Great. Thank you, Brian. Good morning, ladies and gentlemen. We appreciate you joining us today to review our third quarter fiscal year 2026 results. It's been a very busy quarter for IBAT as we continue to progress our business plan and work to deploy our existing modular direct lithium plant and to help our potential customers with their analysis of how our technology solution can help them unlock the lithium potential in their brine resource. IBAT is still fundamentally in a positioning and execution phase. We are really pleased with the progress being made. Today's call is to discuss the progress and to reinforce where we are strategically, how the lithium market is evolving, and how IBAT fits into that evolution. Well, what a difference the past six months makes in the lithium world, as we've seen a meaningful shifts in the broader lithium environment.

The long-term projections for lithium demand growth has continued to gain momentum, prices appear to be following suit to incentivize supply. EV adoption globally continues to expand, especially in China and Europe, the AI build-out and data center demand for battery energy storage systems are now the fastest growing source of incremental lithium demand. At the same time, governments and industrial players across the world are increasingly focused on securing domestic and allied supply chains for critical minerals. We believe those forces are fundamental and structural shifts and not short-term cycles. What has changed compared to a year ago is that project evaluation activity is accelerating. During the downturn in lithium pricing, many projects were delayed, engineering studies became stale. final investment decisions were halted.

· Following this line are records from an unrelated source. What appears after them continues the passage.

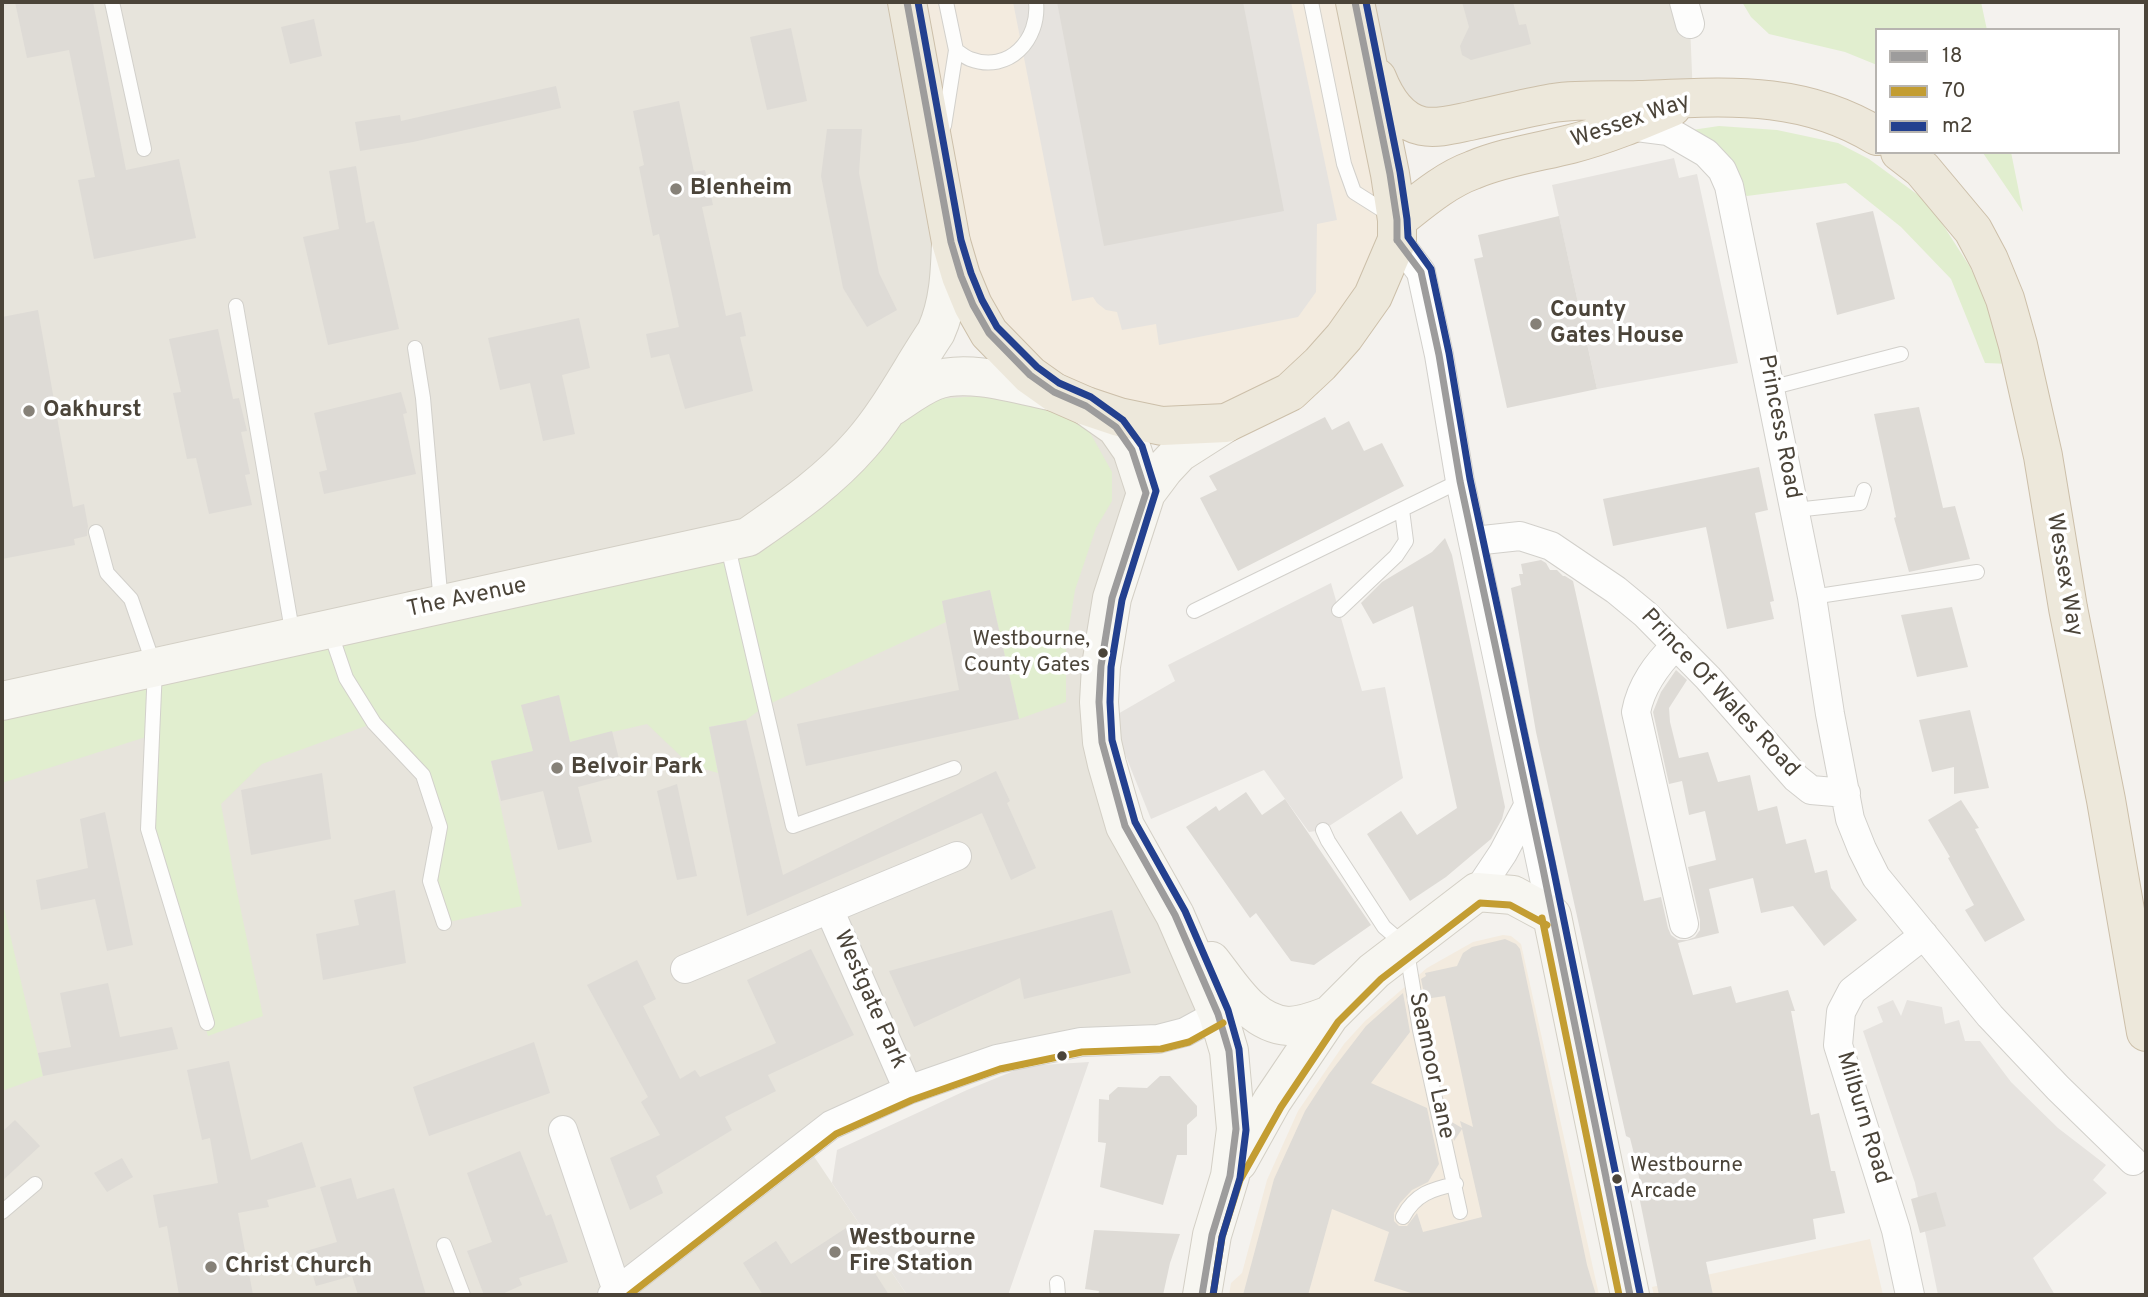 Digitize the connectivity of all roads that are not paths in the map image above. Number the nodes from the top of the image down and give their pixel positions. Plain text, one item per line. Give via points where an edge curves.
1 (112, 2) edge
2 (907, 2) edge
3 (946, 2) edge
4 (1036, 2) edge
5 (1311, 2) edge
6 (1355, 2) edge
7 (1364, 45) junction
8 (956, 50) junction
9 (1693, 98) junction
10 (1628, 126) junction
11 (1875, 135) edge
12 (144, 149) dead end
13 (1903, 154) edge
14 (937, 166) junction
15 (1397, 230) junction
16 (951, 242) junction
17 (236, 306) dead end
18 (415, 348) dead end
19 (1901, 354) dead end
20 (1770, 388) junction
21 (1070, 399) junction
22 (887, 410) junction
23 (1226, 422) junction
24 (1460, 481) junction
25 (1864, 489) dead end
26 (1146, 493) junction
27 (1402, 510) junction
28 (1795, 510) junction
29 (96, 532) dead end
30 (1474, 541) junction
31 (727, 542) junction
32 (1977, 572) dead end
33 (1812, 597) junction
34 (441, 605) junction
35 (1339, 610) dead end
36 (1194, 611) dead end
37 (329, 629) junction
38 (293, 638) junction
39 (1676, 645) junction
40 (155, 668) junction
41 (2, 701) edge
42 (954, 768) dead end
43 (1846, 793) junction
44 (1529, 804) junction
45 (1322, 830) dead end
46 (957, 856) dead end
47 (1477, 892) junction
48 (829, 909) junction
49 (1175, 915) junction
50 (1552, 916) junction
51 (444, 923) dead end
52 (1684, 924) dead end
53 (1924, 935) junction
54 (1406, 946) junction
55 (685, 969) dead end
56 (1218, 1014) junction
57 (1331, 1015) junction
58 (207, 1023) dead end
59 (2146, 1032) edge
60 (908, 1090) junction
61 (563, 1130) dead end
62 (2133, 1161) dead end
63 (1230, 1177) junction
64 (35, 1184) dead end
65 (1456, 1185) junction
66 (2, 1212) edge
67 (1461, 1212) dead end
68 (1403, 1217) dead end
69 (444, 1245) dead end
70 (614, 1293) edge
71 (463, 1295) edge
72 (1202, 1295) edge
73 (1630, 1295) edge
74 (1910, 1295) edge

1 - 12 lane
2 - 14 highway
3 - 8 lane
4 - 8 lane via 1037,21 1020,50 988,62
5 - 15 lane via 1344,164 1354,192
6 - 7 highway
7 - 9 highway via 1384,95 1396,111 1418,125 1441,126 1556,103
7 - 15 highway
8 - 14 lane
9 - 10 highway, Wessex Way
9 - 11 highway, Wessex Way via 1770,99 1835,116
10 - 15 highway, Wessex Way via 1471,170 1433,193
10 - 20 street, Princess Road via 1668,131 1706,153 1722,170 1730,186
13 - 59 highway, Wessex Way via 1922,169 1973,230 2005,299 2015,333 2043,456
14 - 16 highway
15 - 23 highway via 1373,296 1320,364 1290,392
15 - 24 street via 1422,272
16 - 21 highway via 961,276 989,334 1030,376
16 - 22 street, The Avenue via 949,286 941,321
17 - 38 lane
18 - 34 lane
19 - 20 lane
20 - 28 street, Princess Road
21 - 22 street, The Avenue via 953,375 932,382
21 - 23 highway via 1162,426
21 - 26 street via 1116,428 1132,450
22 - 31 street, The Avenue via 816,489 748,537
23 - 26 street via 1179,453
24 - 27 lane
24 - 30 street
25 - 28 lane via 1860,503
26 - 49 street via 1112,598 1099,702 1102,742 1125,826
27 - 35 lane via 1406,541
27 - 36 lane
28 - 33 street, Princess Road
29 - 40 lane via 107,573 131,599
30 - 39 street, Prince Of Wales Road via 1520,536 1551,546 1616,590
30 - 44 street
31 - 34 street, The Avenue
31 - 42 lane via 793,826
32 - 33 lane
33 - 43 street, Princess Road
34 - 37 street, The Avenue
37 - 38 street, The Avenue
37 - 51 lane via 346,678 374,723 423,775 440,827 430,881
38 - 40 street, The Avenue
39 - 43 street, Prince Of Wales Road via 1796,778 1811,790
39 - 52 street via 1659,661 1639,696 1636,712
40 - 41 street, The Avenue
40 - 58 lane via 148,829
43 - 53 street via 1850,819 1871,868
44 - 47 street
44 - 50 street
45 - 54 lane via 1384,927
46 - 48 street, Westgate Park
47 - 50 street via 1513,895
47 - 54 street
48 - 55 street, Westgate Park
48 - 60 street, Westgate Park
49 - 56 street
49 - 57 street via 1245,1007 1287,1026
50 - 73 street
53 - 62 street via 1990,1016
53 - 74 street, Milburn Road via 1852,991 1841,1012 1838,1045 1896,1230
54 - 57 street
54 - 65 lane, Seamoor Lane
56 - 60 street via 1185,1032 1158,1039 1082,1042 1033,1051
56 - 63 street via 1234,1087 1236,1129
57 - 63 street via 1272,1101
60 - 70 street via 831,1125
61 - 70 street
63 - 72 street via 1212,1235
64 - 66 lane
65 - 67 lane, Seamoor Lane
65 - 68 lane via 1424,1193
69 - 71 lane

As pricing has recovered toward more sustainable levels and demand visibility improves, resource owners are reengaging and looking to move forward with investment decisions. That is an important shift because we are no longer just a concept. We are not just a laboratory technology. We're focused on advancing direct lithium extraction from idea to meaningful commercial supply. IBAT is one of the only public DLE companies with real-world field deployment experience, and we're leaning heavily into that message with our potential customers, and they are responding. As you know, we successfully operated our modular DLE plant in 2024, running more than 8,000 cycles over 83 days and producing 25 tons of high-purity lithium carbonate equivalent at the Utah site. That experience validated our core media performance, our column design, and most importantly, it generated operating data that informs how we engineer the next generation of plants.

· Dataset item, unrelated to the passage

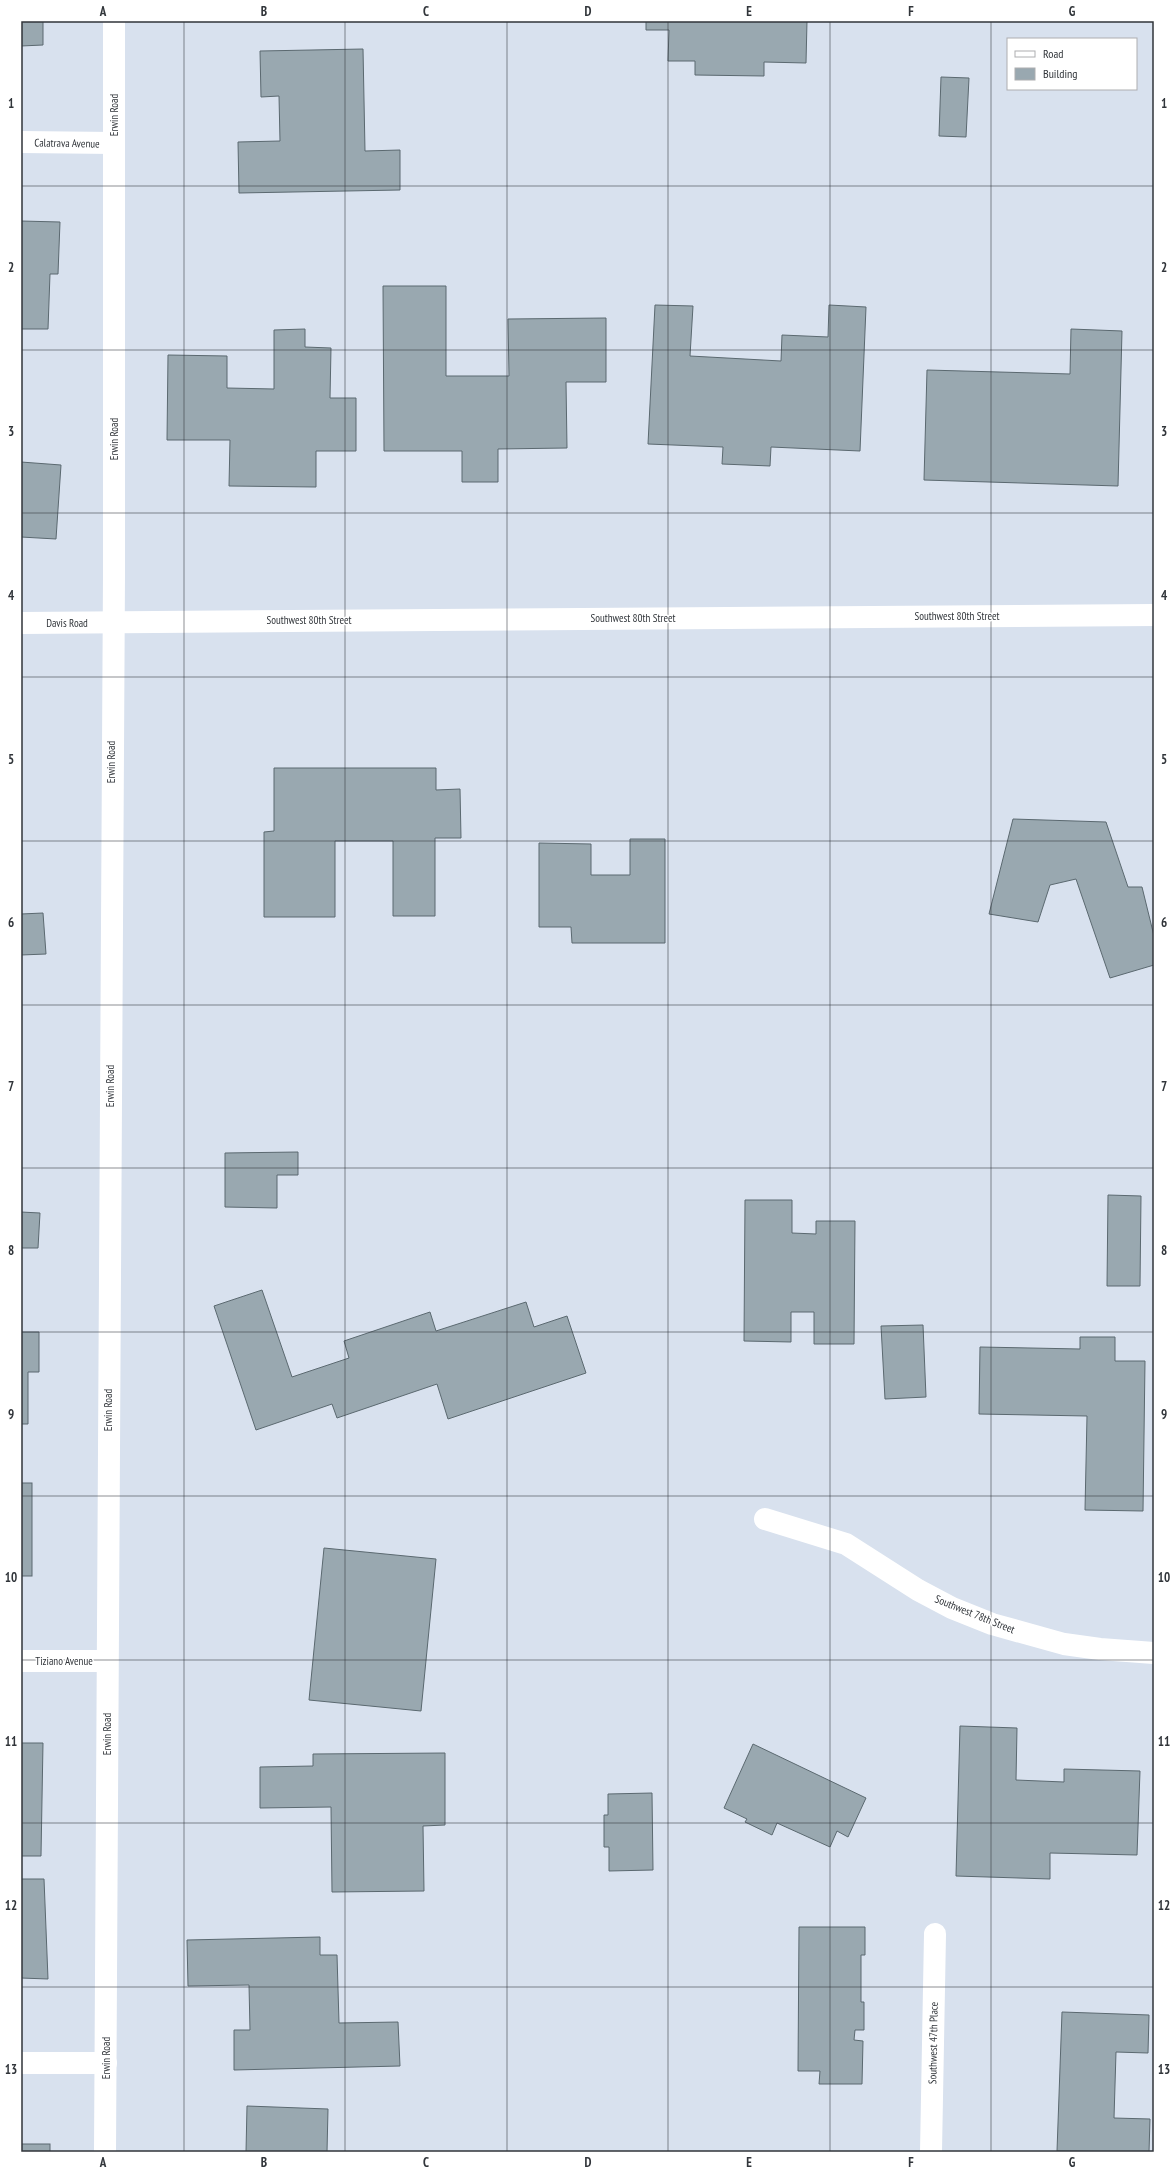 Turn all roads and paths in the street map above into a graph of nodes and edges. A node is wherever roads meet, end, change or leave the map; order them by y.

We learned a lot and continue to develop the commercial technology of our media and our DLE plant. That experience taught us what works at commercial scale, how we can improve flow rates and optimize uptime, and most importantly, how we can continue to improve as the low-cost, most efficient DLE operator, which will allow us to compete in any pricing environment. Which brings me to what I believe is the most important industry shift we're seeing. Many customers no longer want a single piece of equipment. They want solutions. Many want a complete flow sheet solution. What is a flow sheet solution, you ask? It is the complete solution to extract lithium from brine water.

That means from the brine pretreatment handling, where we extract all the heavy elements or solids from the brine water prior to it entering our DLE plant, then to the lithium extraction process through our DLE plant, and then finally through the carbonation and refining operation, resulting in battery-grade spec lithium carbonate product. IBAT's DLE technology is key to that flow sheet solution but is only part of it. We recognize that our customers don't just want the DLE solution; they want the full flow sheet solution from pretreatment all the way to the refining process where lithium carbonate is generated. IBAT is responding to that opportunity, and that is a meaningful evolution in how projects are being structured. IBAT's core competency still remains in our proprietary extraction media, our modular DLE design, and the architecture, which, combined with our process, gives us what we believe is a low cost......

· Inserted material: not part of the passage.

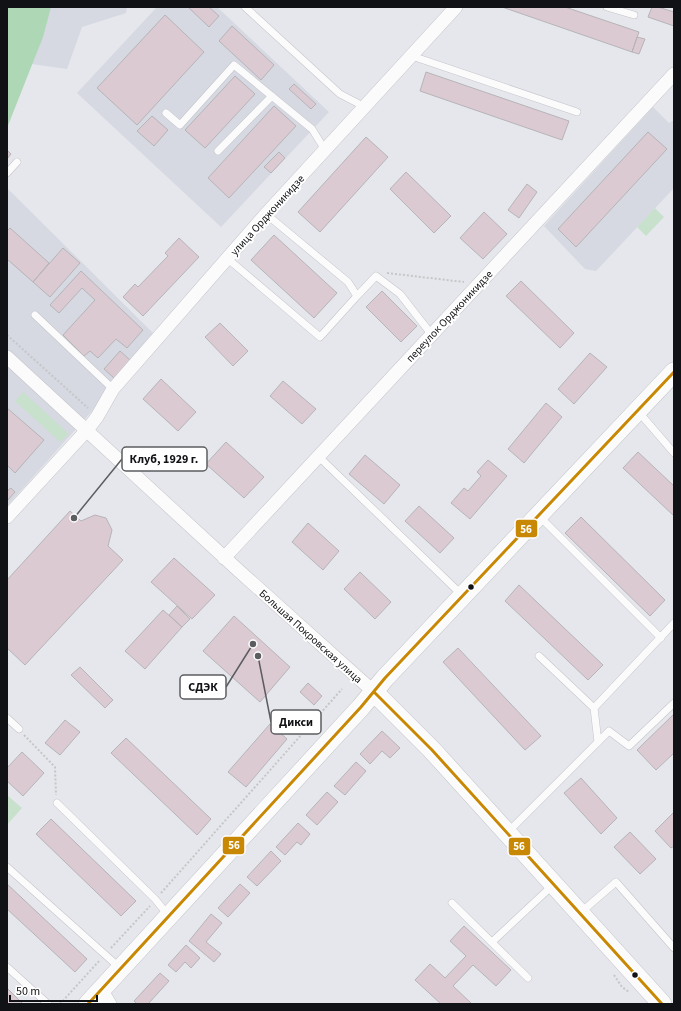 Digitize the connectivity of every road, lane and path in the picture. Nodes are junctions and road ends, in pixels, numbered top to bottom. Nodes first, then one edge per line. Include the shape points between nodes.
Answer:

efficient and differentiated offering with strong selectivity, kinetics, and durability. We also understand that to win projects in today's environment, we must be aligned with the full value chain. That's why we're actively evaluating strategic partnerships that allow us to participate across the broader lithium flow sheet, not just the extraction or DLE step. Now, let's talk about the competition, because it is intense. There are a number of DLE providers in the market today. Some are bidding projects at economics that, in my opinion, are not sustainable. We're seeing proposals that appear to be at breakeven or worse, loss leaders. That is not how we will operate. I've spent my entire career in a commodity business. If you're not a low-cost operator, you do not survive the cycles, and lithium is cyclical.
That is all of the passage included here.